The outliers detected by the algorithm may be classified back to the main part of the data set by simple classifiers such as the nearest centroid classifier, or the k nearest neighbors (kNN) classifier.

figure a

2 Implementation Details

We implemented Algorithm 1 and conducted all the experiments in MATLAB. Note that the Statistics and Machine Learning Toolbox is needed because of the k-means function used in the final step (the rest of the steps consist of very basic linear algebra operations). If unavailable, the toolbox may be avoided if one uses a freely-available substitute k-means function such as litekmeans.Footnote 1

To promote the simplicity and efficiency of the implementation, we did the following things:

  • We extended the value of the parameter t (hidden in DM) to include the other two clustering methods: NCut (\(t=0\)) and NJW (\(t=-1\)).

  • When the input data matrix \(\mathbf X\) is sparse (e.g., as a document-term matrix), we take advantage of the sparse matrix operations in MATLAB.

  • Diagonal matrices are always stored as vectors.

  • All the multiplications between a matrix and a diagonal matrix (such as \(\mathbf D^{-1/2}\mathbf X\) and \(\mathbf D^{-1/2} \widetilde{\mathbf U}\mathbf \Lambda \)), are implemented as element-wise binary operations through the bsxfun function in MATLAB. Additionally, the matrix-vector product \(\mathbf X^T \mathbf 1\) is implemented through transpose(sum(X, 1)) in MATLAB.

  • The svds function is used to find only the top k singular values and associated singular vectors of \(\widetilde{\mathbf X}\).

  • The k-means clustering is initialized with the default plus option, and uses 10 restarts.

  • We implemented the nearest centroid classifier for assigning the outliers back into the clusters due to its faster speed than k-NN.

The software, as well as the data sets used in [1] and this paper, has been published at https://github.com/glsjsu/rprr2018.

3 Parameter Setting

The algorithm has only one parameter \(\alpha \) that needs to be specified. It indicates the fraction of input data to be removed and treated as outliers. Experiments conducted in [1] showed that the parameter \(\alpha \) was not sensitive in the scalable NJW algorithm, as long as it is set bigger than zero.Footnote 2 Here, we further test the sensitivity of the \(\alpha \) parameter in all three scalable methods on the same two versions of 20 newsgroups data [1] and report the accuracy results in Fig. 1.

Fig. 1.
figure 1

Clustering accuracy rates of the three scalable methods on both versions of 20 newsgroups data corresponding to different \(\alpha \) values.

Fig. 2.
figure 2

Clustering accuracy of Algorithm 1 with DM and each value of \(t=-1:15\) obtained on the top 30 categories of the TDT2 data set [1] (\(\alpha = .01\) is always fixed).

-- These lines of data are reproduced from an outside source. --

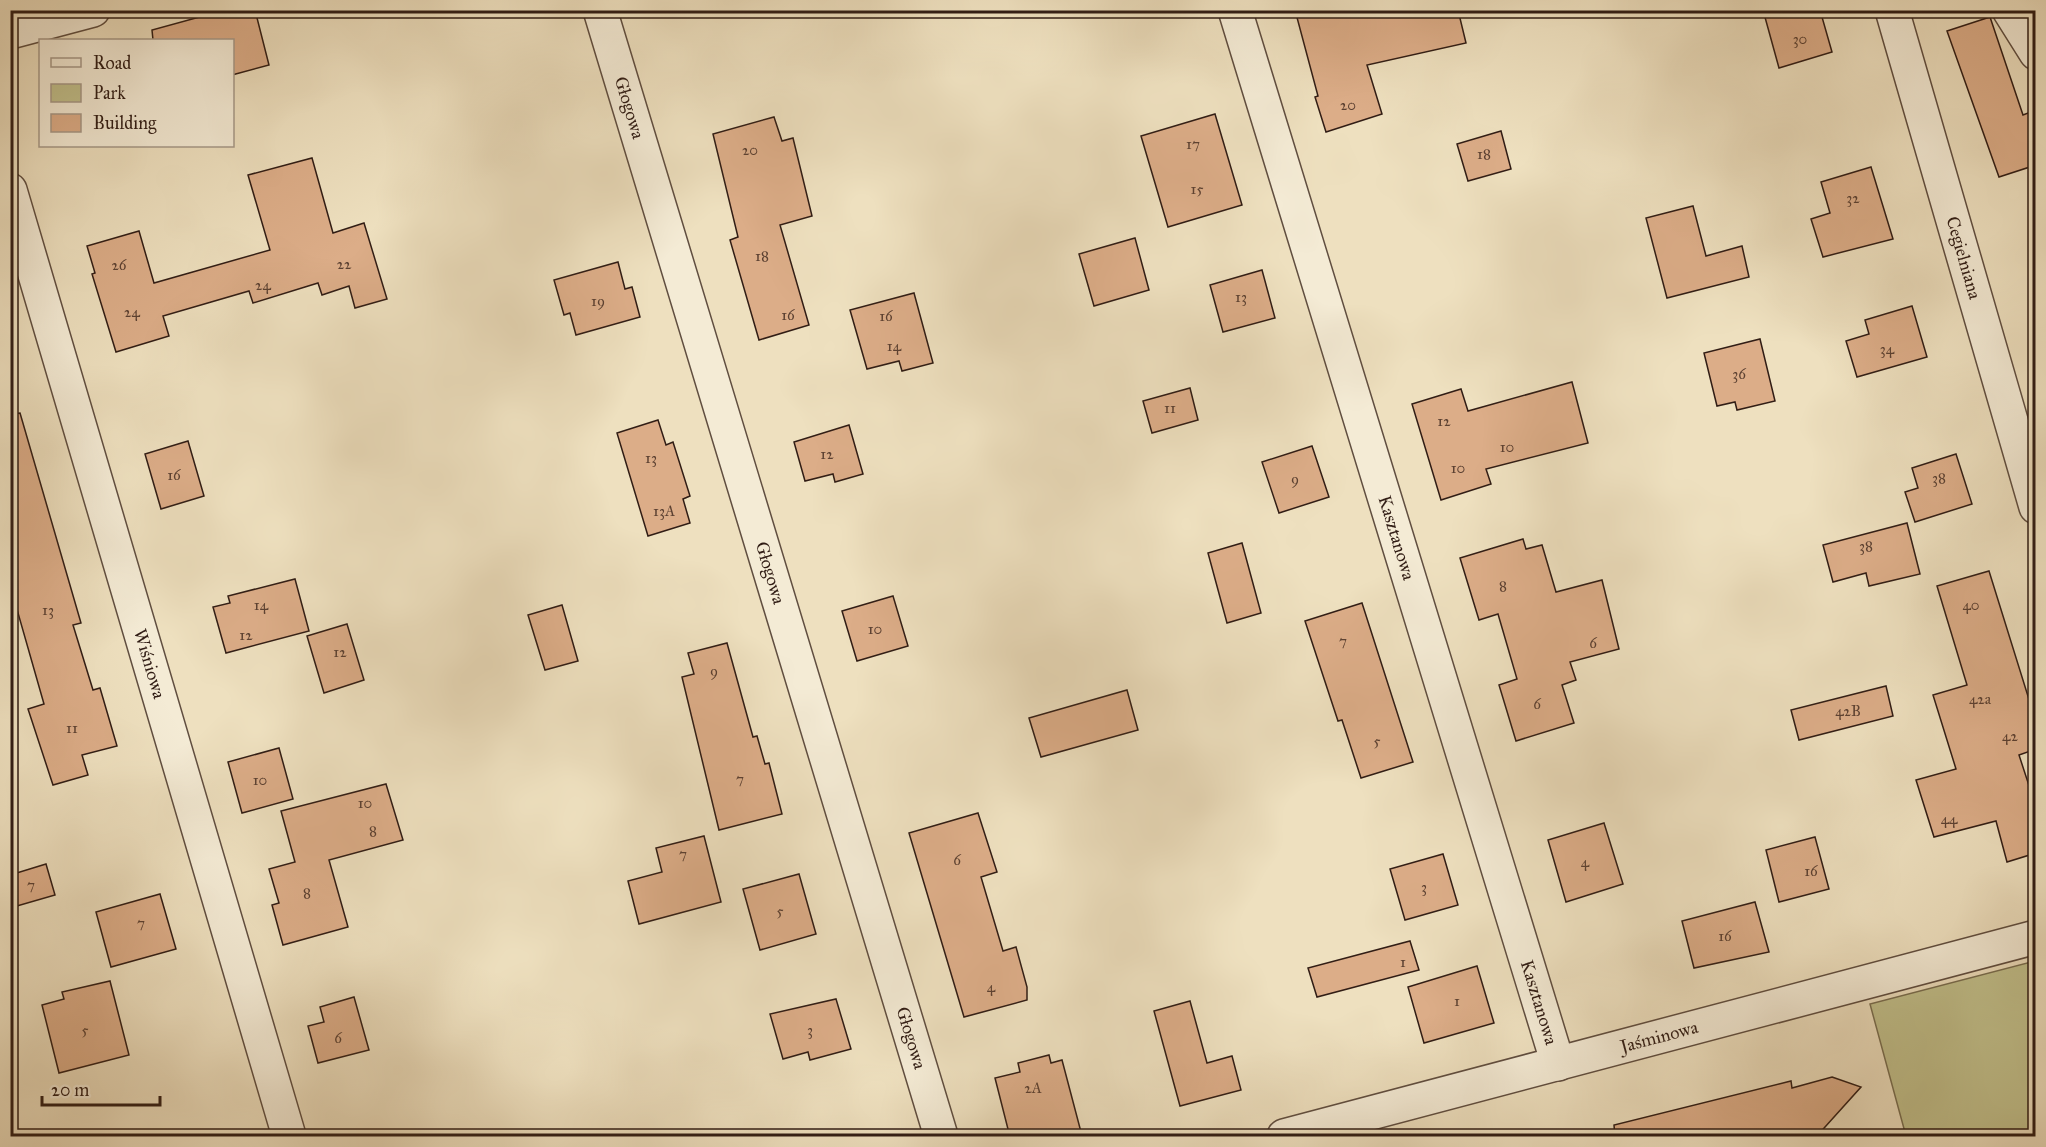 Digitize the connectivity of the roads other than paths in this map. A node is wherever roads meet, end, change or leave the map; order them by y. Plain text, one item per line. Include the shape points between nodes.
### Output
1 (93, 10) edge
2 (600, 10) edge
3 (1235, 10) edge
4 (1892, 10) edge
5 (2009, 10) edge
6 (10, 32) edge
7 (2036, 52) edge
8 (10, 190) edge
9 (2036, 507) edge
10 (2036, 938) edge
11 (1558, 1064) junction
12 (289, 1137) edge
13 (941, 1137) edge
14 (1284, 1137) edge

1 - 6 street
2 - 13 street, Głogowa
3 - 11 street, Kasztanowa
4 - 9 street, Cegielniana
5 - 7 street
8 - 12 street, Wiśniowa
10 - 11 street, Jaśminowa
11 - 14 street, Jaśminowa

Note that the two special values \(t=-1,0\) correspond to the NJW and NCut options.

There is another parameter t in the code that needs to be specified, which in the case of DM represents the number of steps taken by a random walker. In general, its optimal value is data-dependent. We have observed that DM with \(t=1\) often gives better accuracy than NCut (corresponding to \(t=0\)); see Fig. 2 for an example.

4 Conclusions

We presented the MATLAB implementation details of a scalable spectral clustering algorithm with cosine similarity. The code consists of a few lines of simple linear algebra operations and is very efficient and fast. There are two parameters associated to the algorithm – \(\alpha \) and t – but they are easy to tune: for the former, it is insensitive and we observed that the value \(\alpha =.01\) often works adequately well; for the latter, it is truly a parameter when DM is used and in that case, setting it to \(t=1\) seems to achieve good accuracy in most cases. Lastly, all steps except the last step of k-means clustering in Algorithm 1 are deterministic and thus for fixed data and parameter values, the code yields very consistent results (any inconsistency is caused by the k-means clustering step).